Assodato che il nostro Moretti non ci tutela come utenti, vediamo il come e il perché ce lo troviamo al vertice delle ferrovie. Mauro è un ingegnere elettrotecnico che ha trascorso la vita tra le locomotive. Si è laureato nel ’77 e nel ’78 è entrato nel Fs per concorso. I passi di avvio sono stati lenti e stentati. Nei primi anni ’80 si è però improvvisamente iscritto alla Cgil e ha iniziato la carriera sindacale. La scelta del sindacato del Pci fu del tutto naturale. Riminese di nascita, Mauro è imbevuto di comunismo. Comunista è la famiglia di origine, comunista il suo ambiente nella rossa Emilia Romagna.
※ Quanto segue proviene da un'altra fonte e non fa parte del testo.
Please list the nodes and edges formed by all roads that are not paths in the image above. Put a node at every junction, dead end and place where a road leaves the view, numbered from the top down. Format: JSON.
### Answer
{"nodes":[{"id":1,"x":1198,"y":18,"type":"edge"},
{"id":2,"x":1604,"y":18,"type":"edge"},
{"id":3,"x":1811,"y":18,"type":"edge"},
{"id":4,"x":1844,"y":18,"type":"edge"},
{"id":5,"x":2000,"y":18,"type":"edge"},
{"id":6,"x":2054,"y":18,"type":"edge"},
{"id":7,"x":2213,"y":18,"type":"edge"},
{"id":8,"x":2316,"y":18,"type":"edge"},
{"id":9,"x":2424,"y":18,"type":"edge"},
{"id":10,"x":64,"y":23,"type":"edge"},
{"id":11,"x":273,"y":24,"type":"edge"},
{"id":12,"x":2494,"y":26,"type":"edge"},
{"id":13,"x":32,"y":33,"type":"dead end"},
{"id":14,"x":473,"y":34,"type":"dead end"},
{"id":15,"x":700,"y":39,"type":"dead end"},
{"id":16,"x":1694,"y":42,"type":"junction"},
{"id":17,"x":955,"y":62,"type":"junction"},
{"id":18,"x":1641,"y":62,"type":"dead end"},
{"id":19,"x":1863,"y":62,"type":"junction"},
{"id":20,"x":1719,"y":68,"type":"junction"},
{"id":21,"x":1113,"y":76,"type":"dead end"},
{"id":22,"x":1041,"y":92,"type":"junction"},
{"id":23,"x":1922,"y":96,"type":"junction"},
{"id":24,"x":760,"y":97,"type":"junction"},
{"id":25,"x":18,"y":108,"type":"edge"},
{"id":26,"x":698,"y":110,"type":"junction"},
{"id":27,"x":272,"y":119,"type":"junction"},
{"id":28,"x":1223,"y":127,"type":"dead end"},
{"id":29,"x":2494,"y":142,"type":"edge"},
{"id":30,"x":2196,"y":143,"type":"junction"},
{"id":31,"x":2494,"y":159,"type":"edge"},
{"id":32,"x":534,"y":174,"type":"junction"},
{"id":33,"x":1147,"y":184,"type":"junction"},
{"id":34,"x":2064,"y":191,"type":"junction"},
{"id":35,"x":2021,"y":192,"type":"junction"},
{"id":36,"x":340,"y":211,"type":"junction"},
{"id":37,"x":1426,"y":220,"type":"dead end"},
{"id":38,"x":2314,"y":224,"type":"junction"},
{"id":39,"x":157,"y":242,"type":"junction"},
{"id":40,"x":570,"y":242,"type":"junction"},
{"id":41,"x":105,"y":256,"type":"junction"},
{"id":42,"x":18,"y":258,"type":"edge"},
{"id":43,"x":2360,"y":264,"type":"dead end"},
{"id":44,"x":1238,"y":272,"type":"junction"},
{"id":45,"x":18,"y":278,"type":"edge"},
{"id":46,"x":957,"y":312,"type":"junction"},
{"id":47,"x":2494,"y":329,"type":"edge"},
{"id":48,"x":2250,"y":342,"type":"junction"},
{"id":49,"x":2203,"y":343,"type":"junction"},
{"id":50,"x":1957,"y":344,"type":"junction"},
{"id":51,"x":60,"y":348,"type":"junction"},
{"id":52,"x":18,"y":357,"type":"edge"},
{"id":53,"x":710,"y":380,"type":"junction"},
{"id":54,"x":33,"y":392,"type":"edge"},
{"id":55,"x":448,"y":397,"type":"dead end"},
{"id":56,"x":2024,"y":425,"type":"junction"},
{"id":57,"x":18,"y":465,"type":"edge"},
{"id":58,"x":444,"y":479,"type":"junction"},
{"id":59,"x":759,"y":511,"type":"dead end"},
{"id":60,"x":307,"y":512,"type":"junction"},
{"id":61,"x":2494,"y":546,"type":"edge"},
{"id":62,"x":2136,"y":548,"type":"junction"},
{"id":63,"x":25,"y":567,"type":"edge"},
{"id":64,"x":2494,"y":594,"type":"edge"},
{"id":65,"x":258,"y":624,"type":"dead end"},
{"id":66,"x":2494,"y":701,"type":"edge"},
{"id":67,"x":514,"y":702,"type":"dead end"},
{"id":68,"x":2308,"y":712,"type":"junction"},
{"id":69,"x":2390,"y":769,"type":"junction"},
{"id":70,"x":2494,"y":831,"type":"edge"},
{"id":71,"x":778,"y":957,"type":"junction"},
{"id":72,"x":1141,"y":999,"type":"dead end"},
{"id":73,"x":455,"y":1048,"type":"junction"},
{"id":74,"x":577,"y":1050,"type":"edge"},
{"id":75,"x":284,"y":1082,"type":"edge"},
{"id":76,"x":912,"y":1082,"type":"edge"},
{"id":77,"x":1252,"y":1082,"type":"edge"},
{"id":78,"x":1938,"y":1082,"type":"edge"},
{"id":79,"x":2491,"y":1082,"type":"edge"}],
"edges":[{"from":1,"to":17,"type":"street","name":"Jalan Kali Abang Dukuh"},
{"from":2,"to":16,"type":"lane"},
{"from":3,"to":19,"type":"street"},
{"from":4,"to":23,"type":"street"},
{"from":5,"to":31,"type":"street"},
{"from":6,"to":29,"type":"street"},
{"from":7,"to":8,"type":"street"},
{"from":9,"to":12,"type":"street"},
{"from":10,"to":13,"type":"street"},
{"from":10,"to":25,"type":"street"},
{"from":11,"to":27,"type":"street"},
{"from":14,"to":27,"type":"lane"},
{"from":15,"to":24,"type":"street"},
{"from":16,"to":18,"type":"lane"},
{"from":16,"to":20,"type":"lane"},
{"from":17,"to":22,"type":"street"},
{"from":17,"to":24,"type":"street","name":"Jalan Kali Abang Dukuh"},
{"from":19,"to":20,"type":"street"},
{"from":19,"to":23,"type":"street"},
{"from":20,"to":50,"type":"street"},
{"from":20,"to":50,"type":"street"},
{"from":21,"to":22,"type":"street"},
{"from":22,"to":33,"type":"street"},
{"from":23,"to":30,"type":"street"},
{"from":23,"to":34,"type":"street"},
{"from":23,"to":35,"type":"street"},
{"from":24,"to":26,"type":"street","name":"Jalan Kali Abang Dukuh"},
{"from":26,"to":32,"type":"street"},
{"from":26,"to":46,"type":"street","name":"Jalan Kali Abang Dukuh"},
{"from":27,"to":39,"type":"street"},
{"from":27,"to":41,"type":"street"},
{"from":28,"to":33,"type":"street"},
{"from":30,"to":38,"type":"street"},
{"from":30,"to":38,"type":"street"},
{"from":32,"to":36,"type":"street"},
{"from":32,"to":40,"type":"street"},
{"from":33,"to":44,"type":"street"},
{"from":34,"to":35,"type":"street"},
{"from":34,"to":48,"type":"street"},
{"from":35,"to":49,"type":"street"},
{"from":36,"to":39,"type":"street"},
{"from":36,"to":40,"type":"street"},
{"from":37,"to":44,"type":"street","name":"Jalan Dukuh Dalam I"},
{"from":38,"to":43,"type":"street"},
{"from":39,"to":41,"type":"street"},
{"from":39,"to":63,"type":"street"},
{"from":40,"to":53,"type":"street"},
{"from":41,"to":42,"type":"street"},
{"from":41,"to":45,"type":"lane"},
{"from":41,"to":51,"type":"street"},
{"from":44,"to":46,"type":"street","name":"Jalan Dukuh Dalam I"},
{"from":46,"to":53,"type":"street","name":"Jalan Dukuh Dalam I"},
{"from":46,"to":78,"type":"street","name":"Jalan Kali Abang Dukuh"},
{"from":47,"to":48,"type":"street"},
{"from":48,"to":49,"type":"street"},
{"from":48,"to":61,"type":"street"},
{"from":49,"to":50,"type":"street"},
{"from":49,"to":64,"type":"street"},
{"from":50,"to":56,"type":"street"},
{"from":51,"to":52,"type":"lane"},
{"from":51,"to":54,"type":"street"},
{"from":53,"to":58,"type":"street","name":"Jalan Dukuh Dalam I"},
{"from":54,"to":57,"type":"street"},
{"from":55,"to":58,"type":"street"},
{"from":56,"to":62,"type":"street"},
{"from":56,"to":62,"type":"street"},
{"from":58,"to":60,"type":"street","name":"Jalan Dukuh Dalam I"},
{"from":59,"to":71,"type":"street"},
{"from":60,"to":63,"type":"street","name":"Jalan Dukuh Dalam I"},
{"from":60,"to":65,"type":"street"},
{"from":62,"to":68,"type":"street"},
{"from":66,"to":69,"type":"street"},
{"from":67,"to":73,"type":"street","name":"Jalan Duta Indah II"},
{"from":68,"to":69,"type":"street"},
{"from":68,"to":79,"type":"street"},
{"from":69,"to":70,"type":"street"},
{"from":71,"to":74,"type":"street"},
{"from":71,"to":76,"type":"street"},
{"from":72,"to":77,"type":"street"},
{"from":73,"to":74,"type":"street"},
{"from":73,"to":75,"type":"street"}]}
Nel sindacato, dov’è rimasto un decennio, il Nostro ha fatto passi da gigante fino a diventare segretario nazionale della Cgil Trasporti. Contemporaneamente, ha fatto strada nelle ferrovie. Per dirla tutta: le due carriere hanno preso il galoppo in parallelo. Più Moretti diventava importante come cigiellino più progrediva nei quadri ferroviari. Ciò gli ha procurato anche diverse antipatie tra i colleghi Cgil. Mentre i sindacalisti puri restavano al palo tra proteste e volantini, lui filava come una vaporiera verso i vertici aziendali, guadagnando dieci, venti, trenta volte più di loro. A un certo punto, la situazione si fece pesante e la Confederazione chiese all’allora amministratore delegato, Lorenzo Necci, di tenersi Moretti in esclusiva. Necci lo prese e lo valorizzò. Uscito dal sindacato, Mauro - che sa il fatto suo - divenne amministratore delegato della Rete Ferroviaria Italiana, la branca più danarosa delle Fs. Da Rfi passavano - e passano - tutti i contratti dell’Alta velocità, il maggiore investimento pubblico degli ultimi vent’anni. La Tav però è anche l’ennesima anomalia italiana. I binari, infatti, costano da noi da 10 a 16 volte più che in Spagna, Francia, ecc. Lo sproposito si spiega in parte con la posa delle rotaie che in un Paese montagnoso come il nostro è particolarmente onerosa. In parte, invece, non si spiega per niente. Ma così è. Moretti poi, di sua iniziativa, ha trasformato le Ferrovie nel quarto gestore telefonico più importante d’Italia. Le Fs hanno infatti una mastodontica rete di comunicazioni a uso interno. Un falansterio che, incomprensibile ai più, viene però giustificato con ragioni di sicurezza. Mauro, insomma, pensa in grande e ha fama di generoso spenditore di denaro ferroviario.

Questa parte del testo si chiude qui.